Saturday, April 14, 2012

Giving More and More

Recently I was privileged to meet an interesting individual.  She was a girl in 8th grade that had lived in orphanages for the past 8 years in her life.  In 2 weeks time, she will have a healthy family for the first time in her life when a couple from the United States will come to adopt her.

The joy that she had, knowing that this couple, which she had spent time with previously, was coming to rescue her from orphanage life was quite apparent.  She told me of how she has prayed her whole life that she could someday have a family, who loved her and she could love.

One short anecdote she shared with me, from her time with her parents-to-be, is how one evening when they were together at the dinner table, they had laid out a bunch of candy which she could take.  And she told me, with a big grin, that she took it all and shoved it into her pockets as quickly as possible.  But when she looked back up to the table after her fury of collecting, the table was again full of candy.

Sometimes we underestimate the love of our parents, and in the same way, the love of our Father in heaven.  Despite our failures, our past, our self-serving nature from the time we enter this world until the time we pass from it, and our constant rejection towards them, this love is never ending and persistent.  And why do we receive this love from our parents and God?  Simply because we are their creation.

For grace proclaims the awesome truth that all is gift.
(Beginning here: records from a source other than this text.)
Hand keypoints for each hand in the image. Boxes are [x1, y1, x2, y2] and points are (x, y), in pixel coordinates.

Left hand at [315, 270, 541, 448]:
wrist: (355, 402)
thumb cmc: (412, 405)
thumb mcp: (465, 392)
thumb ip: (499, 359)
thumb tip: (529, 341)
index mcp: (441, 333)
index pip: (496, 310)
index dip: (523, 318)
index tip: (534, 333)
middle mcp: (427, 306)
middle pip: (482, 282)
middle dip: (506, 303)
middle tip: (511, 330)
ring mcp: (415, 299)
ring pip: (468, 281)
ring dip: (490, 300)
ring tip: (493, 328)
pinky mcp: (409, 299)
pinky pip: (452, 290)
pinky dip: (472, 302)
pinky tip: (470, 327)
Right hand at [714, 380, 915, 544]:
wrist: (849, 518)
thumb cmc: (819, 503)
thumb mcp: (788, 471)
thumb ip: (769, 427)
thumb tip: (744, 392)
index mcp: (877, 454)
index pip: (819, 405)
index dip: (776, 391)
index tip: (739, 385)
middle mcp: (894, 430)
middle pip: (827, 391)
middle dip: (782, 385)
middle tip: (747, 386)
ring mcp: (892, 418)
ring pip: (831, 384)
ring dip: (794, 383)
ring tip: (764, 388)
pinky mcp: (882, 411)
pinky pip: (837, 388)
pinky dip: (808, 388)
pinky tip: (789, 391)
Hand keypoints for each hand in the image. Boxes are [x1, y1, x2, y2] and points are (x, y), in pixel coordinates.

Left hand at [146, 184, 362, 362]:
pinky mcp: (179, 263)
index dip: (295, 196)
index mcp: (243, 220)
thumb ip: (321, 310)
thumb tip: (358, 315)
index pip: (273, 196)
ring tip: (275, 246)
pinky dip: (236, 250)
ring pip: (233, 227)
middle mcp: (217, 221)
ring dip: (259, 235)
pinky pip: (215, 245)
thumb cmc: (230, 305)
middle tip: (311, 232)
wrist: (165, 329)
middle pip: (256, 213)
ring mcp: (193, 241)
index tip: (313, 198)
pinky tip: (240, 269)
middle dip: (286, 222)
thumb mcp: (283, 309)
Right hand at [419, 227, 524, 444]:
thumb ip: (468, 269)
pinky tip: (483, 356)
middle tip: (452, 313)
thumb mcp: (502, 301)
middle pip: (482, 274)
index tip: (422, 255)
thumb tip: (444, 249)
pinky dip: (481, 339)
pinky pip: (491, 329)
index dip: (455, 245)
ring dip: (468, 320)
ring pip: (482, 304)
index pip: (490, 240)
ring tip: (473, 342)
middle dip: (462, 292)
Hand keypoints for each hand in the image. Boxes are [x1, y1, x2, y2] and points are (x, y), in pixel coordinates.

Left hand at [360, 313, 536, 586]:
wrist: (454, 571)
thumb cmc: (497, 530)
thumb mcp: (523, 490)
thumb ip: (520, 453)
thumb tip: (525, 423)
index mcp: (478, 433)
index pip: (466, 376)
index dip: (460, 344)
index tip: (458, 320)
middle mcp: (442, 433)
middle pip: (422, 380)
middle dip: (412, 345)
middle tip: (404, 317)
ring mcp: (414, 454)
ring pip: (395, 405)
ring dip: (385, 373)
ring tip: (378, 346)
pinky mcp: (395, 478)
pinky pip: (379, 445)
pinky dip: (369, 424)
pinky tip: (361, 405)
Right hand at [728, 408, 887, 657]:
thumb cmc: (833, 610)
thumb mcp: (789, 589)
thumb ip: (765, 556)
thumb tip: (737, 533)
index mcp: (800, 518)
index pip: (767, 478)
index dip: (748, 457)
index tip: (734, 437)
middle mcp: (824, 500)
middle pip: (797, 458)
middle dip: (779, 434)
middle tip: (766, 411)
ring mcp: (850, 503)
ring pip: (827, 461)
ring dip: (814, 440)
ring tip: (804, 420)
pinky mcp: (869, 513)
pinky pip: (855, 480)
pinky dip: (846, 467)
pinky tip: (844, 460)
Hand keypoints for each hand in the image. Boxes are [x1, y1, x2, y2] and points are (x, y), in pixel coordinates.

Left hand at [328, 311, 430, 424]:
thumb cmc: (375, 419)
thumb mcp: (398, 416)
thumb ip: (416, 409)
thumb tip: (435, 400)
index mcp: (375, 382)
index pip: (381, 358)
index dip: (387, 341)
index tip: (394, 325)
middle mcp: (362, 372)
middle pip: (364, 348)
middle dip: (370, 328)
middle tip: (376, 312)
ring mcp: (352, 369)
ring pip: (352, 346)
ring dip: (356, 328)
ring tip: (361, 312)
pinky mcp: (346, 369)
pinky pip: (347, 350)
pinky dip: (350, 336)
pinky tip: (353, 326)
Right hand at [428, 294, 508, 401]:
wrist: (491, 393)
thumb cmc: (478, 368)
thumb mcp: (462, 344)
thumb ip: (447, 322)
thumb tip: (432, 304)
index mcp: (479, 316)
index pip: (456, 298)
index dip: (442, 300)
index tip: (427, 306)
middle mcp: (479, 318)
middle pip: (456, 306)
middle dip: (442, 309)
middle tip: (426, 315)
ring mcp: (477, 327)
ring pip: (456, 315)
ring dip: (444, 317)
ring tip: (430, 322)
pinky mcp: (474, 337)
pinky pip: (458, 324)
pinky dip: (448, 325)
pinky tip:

All that is good is ours, not by right, but by the sheer bounty of a gracious God. - Brennan Manning, The Ragamuffin Gospel

Often because of the imperfect relationships, which we experience between family, friends, the church, and our resistance to God, we never fully experience this grace, and it becomes near impossible for us to believe that it is possible to receive such an endless gift.  Even "good Christians" will reject this gift, or attempt to become an arbiter of these blessings for those whom they deem worthy or unworthy.

Nobody can earn this gift, for to so would be to contradict what grace is in it's essence.  And so because of this, we need to give grace to others in our finite human way whenever and wherever we are able.

We live in a world that seeks justice for every action, minute or massive, and it doesn't seem to be working out very well.

My humanity is caught up, is inextricably bound up, in what is yours. - Bishop Desmond Tutu, No Future Without Forgiveness


We need to have an investment in the lives of the "graceless" among us.  Those who are completely without hope, and will never find it if we don't share that with them.  Whether it is through spiritual, physical, emotional, or other types of support, we need to have a burden for these people.  Not only because it is for their good, but because it helps us to realize the grace that we have been given.